The appeal in this case is taken from an order or decree of the Orphans’ Court of Baltimore city, passed on the 9th day of November, 1865, revoking the guardianship of the appellant, and appointing the appellee guardian to Mary Jane McGrath. The case was heard on petition, answer, replication and the testimony set out in the record.
The jurisdiction of the Orphans’ Courts to remove a guardian is derived from the 232nd section of the 93d Article of the Code. That section provides that the Orphans’ Courts “ may, on the application of an infant, or any person in his behalf, suggesting improper conduct in any guardian, either in relation to the care and management of the property or person of any infant, inquire into the same, and at their discretion remove such guardian,” &c.
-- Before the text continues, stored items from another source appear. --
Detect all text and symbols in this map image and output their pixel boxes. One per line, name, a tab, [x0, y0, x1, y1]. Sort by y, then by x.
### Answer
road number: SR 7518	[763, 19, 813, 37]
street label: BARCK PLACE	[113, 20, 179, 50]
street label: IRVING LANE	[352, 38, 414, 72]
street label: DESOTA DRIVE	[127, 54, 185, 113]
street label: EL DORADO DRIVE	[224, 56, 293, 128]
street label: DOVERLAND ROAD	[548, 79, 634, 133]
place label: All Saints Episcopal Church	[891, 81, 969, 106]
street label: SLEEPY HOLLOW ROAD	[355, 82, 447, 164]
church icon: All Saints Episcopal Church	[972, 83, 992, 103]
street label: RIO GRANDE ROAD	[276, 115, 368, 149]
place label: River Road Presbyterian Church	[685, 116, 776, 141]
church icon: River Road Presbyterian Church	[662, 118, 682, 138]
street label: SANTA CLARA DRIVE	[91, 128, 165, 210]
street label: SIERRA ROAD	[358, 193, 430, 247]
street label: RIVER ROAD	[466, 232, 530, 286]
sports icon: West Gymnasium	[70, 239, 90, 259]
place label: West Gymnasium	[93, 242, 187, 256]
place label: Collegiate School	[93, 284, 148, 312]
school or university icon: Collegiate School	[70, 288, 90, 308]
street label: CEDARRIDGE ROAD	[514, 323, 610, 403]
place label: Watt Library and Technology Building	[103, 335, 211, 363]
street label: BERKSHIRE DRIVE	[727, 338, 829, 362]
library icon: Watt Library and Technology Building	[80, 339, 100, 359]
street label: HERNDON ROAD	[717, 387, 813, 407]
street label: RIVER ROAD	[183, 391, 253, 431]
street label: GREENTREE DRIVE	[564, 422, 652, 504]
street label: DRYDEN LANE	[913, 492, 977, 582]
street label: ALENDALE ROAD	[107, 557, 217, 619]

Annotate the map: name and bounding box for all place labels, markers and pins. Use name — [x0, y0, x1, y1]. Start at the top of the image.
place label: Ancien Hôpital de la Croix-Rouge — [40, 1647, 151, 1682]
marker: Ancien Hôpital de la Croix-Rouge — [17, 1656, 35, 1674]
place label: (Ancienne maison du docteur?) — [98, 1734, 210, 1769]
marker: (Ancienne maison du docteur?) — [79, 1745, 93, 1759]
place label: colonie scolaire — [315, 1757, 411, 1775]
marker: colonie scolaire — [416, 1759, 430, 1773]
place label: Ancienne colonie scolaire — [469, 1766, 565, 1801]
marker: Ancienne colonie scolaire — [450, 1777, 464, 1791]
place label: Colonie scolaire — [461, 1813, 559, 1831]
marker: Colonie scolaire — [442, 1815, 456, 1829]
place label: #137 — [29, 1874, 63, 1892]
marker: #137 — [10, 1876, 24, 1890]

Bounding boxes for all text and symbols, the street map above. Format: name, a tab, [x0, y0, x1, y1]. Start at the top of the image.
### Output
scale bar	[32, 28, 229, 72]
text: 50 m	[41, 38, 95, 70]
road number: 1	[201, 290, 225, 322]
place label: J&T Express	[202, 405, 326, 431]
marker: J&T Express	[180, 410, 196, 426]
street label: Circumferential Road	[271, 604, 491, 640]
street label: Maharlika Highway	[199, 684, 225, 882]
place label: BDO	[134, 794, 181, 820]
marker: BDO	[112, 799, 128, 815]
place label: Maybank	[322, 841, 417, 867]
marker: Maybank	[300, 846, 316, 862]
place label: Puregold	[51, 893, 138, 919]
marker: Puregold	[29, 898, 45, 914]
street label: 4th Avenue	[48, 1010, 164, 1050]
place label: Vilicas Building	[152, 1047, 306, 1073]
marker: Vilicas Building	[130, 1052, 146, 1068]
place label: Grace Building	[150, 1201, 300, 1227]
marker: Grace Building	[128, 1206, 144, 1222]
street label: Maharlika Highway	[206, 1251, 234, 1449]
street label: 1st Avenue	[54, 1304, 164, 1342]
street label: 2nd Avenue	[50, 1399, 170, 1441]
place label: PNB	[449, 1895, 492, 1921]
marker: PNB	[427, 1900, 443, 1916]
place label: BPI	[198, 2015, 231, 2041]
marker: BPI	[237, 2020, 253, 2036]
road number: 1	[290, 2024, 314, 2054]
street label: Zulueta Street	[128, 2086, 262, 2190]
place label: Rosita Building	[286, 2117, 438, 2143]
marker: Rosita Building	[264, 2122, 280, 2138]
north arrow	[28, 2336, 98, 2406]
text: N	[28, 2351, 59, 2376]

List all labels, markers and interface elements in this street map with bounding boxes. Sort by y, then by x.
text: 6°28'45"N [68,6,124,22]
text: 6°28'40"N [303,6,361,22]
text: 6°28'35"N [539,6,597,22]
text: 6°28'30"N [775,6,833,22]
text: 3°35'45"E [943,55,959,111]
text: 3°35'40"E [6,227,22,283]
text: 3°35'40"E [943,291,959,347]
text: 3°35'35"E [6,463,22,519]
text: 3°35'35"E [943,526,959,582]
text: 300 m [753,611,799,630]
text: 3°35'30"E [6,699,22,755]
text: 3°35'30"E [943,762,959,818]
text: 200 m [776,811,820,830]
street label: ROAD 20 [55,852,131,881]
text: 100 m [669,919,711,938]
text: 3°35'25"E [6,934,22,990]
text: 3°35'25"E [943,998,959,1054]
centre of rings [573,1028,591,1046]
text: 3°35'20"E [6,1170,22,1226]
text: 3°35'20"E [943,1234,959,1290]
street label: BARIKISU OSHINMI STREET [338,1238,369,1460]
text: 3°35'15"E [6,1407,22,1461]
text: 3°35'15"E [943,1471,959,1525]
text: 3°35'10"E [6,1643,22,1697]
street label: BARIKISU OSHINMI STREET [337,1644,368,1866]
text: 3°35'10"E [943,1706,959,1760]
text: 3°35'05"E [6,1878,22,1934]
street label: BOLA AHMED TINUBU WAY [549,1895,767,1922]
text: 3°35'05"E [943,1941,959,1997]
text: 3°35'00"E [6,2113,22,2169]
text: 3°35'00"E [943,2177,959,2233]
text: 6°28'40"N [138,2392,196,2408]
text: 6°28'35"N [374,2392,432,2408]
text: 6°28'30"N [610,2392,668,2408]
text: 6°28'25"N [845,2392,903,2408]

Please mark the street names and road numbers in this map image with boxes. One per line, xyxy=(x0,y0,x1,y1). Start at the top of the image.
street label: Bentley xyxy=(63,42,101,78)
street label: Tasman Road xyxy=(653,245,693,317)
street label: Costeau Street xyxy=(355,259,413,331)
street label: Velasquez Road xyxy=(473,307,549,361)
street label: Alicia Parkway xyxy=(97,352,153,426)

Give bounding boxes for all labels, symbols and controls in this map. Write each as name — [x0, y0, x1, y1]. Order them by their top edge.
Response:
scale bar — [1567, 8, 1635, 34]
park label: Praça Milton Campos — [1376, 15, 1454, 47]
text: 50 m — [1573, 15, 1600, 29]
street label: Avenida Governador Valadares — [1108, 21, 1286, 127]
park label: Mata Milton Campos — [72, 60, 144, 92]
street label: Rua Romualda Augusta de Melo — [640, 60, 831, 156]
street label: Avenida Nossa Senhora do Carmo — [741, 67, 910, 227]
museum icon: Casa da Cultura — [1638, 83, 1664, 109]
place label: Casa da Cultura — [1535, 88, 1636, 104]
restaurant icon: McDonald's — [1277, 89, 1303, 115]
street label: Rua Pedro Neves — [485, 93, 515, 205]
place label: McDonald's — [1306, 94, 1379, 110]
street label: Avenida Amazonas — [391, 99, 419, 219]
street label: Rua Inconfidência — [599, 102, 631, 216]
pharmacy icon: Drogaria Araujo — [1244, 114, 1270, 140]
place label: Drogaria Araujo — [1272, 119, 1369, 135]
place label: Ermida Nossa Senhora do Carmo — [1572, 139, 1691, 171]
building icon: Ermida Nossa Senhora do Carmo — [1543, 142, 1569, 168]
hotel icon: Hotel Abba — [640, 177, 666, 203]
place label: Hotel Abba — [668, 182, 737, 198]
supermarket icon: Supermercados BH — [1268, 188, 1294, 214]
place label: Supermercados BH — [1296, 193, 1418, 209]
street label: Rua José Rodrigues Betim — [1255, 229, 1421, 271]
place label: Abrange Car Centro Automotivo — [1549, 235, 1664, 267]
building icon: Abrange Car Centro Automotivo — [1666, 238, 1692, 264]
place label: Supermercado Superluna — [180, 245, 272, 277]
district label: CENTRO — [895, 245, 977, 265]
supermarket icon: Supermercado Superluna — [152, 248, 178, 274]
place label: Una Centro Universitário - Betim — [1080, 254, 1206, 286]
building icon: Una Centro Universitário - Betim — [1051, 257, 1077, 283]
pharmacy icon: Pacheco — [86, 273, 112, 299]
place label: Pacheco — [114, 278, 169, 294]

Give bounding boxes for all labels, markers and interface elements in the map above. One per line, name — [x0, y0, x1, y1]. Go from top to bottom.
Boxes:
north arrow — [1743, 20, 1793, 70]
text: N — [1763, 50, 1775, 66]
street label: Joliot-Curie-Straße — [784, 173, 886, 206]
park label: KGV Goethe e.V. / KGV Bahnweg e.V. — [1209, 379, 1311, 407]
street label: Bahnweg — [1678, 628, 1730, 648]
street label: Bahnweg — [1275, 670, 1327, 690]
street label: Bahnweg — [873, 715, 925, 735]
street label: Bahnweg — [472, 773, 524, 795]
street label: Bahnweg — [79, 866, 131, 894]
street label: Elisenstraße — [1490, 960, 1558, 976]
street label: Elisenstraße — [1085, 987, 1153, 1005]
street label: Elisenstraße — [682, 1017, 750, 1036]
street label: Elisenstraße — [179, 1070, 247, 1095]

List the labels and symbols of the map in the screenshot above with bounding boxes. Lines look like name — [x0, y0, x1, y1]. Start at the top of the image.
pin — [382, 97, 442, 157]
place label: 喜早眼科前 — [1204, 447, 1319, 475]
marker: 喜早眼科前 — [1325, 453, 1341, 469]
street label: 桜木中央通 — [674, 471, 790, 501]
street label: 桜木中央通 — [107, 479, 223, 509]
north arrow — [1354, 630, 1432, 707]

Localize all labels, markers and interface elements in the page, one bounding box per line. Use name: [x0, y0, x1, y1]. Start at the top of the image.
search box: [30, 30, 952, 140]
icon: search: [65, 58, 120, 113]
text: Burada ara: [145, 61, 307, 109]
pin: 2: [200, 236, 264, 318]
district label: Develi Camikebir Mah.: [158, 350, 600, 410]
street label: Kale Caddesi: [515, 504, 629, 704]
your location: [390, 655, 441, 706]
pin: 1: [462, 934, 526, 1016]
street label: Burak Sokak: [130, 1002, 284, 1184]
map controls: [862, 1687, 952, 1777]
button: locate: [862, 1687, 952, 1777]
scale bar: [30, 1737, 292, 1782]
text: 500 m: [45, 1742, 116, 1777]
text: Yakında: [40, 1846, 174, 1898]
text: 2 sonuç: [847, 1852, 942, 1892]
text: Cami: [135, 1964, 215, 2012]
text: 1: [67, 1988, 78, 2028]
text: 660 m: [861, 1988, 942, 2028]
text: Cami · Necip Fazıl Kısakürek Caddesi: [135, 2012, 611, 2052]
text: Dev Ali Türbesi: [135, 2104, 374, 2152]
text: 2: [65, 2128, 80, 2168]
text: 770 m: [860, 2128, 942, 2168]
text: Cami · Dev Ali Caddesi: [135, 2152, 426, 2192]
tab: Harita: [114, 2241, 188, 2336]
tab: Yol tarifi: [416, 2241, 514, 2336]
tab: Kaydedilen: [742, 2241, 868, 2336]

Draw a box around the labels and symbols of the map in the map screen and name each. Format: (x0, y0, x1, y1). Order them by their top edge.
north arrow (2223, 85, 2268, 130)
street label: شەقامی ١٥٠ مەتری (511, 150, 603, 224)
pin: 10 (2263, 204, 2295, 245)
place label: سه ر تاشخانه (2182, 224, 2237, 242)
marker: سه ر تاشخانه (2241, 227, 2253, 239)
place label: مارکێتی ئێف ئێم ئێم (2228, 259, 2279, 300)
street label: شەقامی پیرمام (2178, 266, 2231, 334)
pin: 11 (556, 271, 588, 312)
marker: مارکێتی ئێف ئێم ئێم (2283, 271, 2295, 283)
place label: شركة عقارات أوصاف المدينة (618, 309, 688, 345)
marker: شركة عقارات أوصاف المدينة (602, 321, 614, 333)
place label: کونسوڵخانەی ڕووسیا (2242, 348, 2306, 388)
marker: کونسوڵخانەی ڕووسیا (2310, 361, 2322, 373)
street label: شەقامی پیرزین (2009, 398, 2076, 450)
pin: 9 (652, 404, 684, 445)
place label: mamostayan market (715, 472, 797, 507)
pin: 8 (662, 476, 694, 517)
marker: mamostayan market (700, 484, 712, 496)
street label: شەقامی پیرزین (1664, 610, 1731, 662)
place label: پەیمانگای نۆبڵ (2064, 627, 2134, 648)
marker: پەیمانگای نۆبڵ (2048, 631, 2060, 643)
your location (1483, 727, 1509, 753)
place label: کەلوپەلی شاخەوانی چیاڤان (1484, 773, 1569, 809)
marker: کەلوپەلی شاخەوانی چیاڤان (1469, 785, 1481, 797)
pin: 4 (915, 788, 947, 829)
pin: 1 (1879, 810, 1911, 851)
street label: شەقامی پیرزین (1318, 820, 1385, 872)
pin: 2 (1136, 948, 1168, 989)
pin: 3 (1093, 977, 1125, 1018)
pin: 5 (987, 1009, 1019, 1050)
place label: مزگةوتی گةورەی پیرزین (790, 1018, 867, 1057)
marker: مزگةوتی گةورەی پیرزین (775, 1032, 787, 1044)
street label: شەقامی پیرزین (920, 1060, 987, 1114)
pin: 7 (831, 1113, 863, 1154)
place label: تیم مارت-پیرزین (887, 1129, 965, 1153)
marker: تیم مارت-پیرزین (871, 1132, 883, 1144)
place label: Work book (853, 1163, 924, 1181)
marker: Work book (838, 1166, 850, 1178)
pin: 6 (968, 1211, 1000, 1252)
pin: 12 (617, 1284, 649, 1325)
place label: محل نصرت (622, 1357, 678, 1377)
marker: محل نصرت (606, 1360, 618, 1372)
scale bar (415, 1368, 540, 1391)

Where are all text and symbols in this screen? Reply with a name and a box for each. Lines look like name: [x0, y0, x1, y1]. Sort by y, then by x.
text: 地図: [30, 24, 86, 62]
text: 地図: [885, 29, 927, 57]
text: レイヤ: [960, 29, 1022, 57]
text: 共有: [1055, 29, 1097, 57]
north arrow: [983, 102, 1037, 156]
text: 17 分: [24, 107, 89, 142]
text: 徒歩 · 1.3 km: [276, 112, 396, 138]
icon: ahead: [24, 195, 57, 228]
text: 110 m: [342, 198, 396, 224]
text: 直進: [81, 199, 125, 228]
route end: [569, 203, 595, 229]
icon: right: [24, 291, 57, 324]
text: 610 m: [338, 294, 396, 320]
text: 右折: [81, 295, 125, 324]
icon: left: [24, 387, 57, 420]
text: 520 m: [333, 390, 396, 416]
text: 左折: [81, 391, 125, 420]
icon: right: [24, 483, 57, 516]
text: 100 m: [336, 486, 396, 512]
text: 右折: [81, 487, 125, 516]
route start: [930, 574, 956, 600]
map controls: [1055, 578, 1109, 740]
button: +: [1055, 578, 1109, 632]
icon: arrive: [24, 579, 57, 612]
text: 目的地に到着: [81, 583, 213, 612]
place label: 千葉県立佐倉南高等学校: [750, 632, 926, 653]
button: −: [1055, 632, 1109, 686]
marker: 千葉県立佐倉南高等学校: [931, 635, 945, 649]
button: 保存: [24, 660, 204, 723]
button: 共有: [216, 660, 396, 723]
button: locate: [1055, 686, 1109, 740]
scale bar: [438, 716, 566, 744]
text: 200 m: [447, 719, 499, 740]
The appellant was appointed guardian in October, 1862, and the petition of the appellee was not filed until the 7th day of October, 1865. There was no appeal from the order of the Orphans’ Court by which the appellant was appointed *394guardian; and this Court said, in the ease of Lefever vs. Lefever, 6 Md. Rep., 478, that the act of the Court, in making an appointment of guardian; being the act of a Court oi competent jurisdiction, ought to be supported by every legal intendment, assuming, as we are bound to do, that the first appointment, coming before us thus incidentally, was legally and properly made. But the point before us is the propriety of the Court’s action in revoking the guardianship of the appellant. By the 232nd section of the 93d Article, any application to remove a guardian, according to our construction of that section, must allege impioper conduct on the part of the guardian, either in relation to the care and management of the property or person of the infant; and such an allegation must be sustained by proof.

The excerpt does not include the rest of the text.